Will Ramirez, now busted, act more like his baseball age? Or will he continue to be a hitting savant bucking the trend of baseball skewing younger? We just don't know, in part because even with a failed test, we don't know the extent of Ramirez's PED use. On Friday night, and for the foreseeable future, most people didn't care, either.

2. It's hard to make much sense of the fluky season by Mets third baseman David Wright, who has hit only five home runs, struck out a ton, and has a ridiculous .448 batting average on balls he puts into play. Wright did admit, however, that the spaciousness of Citi Field, his home ballpark, has caused a slight change to his approach.

"On counts like 2-0, 3-1, you're less likely to just zone in on one spot to really turn on something," Wright said.

It's the Petco Park effect all over: you can hit a ball square and it still might not go out, so why bother trying? "So you'll take your line drives in those situations and use the field," Wright said. "The outfield is so big you can drop hits in front of outfielders and balls in the gap are more likely to be doubles and triples."

Wright has three home runs at home and two on the road.

3. Remember when people put stock into being in first place on the Fourth of July? That was a couple of expansions and an expanded playoff format ago. Does it still hold true in a six-division world? Well, no. Some numbers on what it means to hold at least a share of a playoff spot on July 4 this decade:

• Of the 75 teams holding at least a share of a playoff spot, 42 actually made the playoffs, a 56 percent conversion rate, and that's after seven of eight leaders converted last year.

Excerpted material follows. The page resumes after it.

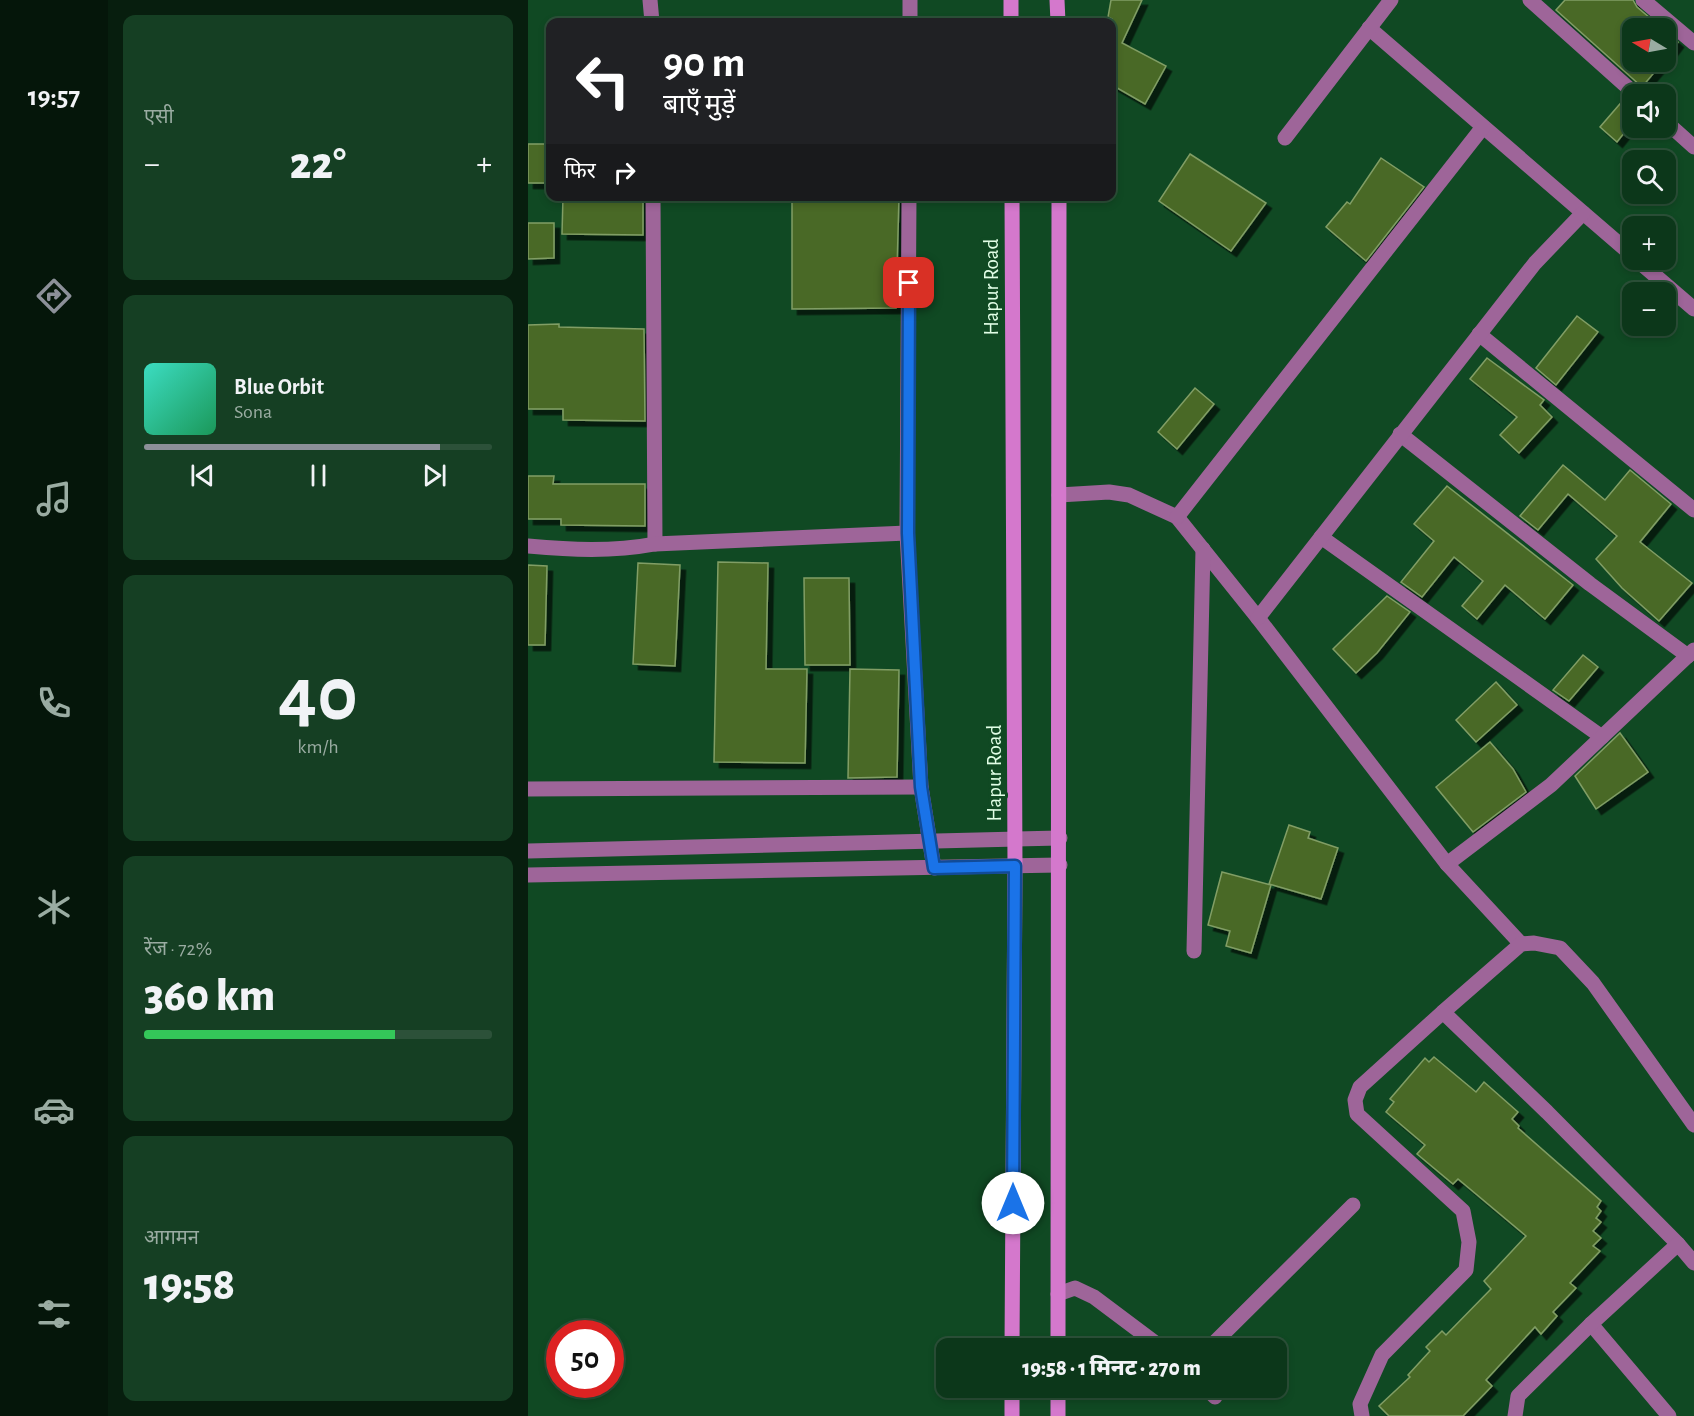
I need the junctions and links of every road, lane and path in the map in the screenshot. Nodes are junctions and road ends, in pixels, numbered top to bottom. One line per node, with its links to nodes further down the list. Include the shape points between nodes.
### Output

Looking at 2000-08 division leaders only, they were slightly better: 65 percent.

• Since 2000, every franchise has held a playoff spot on the Fourth of July except four: the Orioles, Marlins, Astros and Pirates.

• Now the flip side: huge comebacks after the Fourth of July are rare. Only three teams, all of them from the AL, have been more than six games out of playoff spot on the Fourth and wound up in the postseason: the 2006 Twins (nine games out of the Central), the 2007 Yankees (eight out of the wild card) and the 2001 Athletics (eight out of the wild card).

The bottom line: the adage doesn't work as well any more. The races are still very much up for grabs among 23 of the 30 teams. Only the Orioles, Royals, Indians, Athletics, Nationals, Padres and Diamondbacks (all of whom are more than six games out of a spot) are essentially done. We've played half a season to eliminate just seven teams. It's a happy Fourth of July for almost every club in baseball.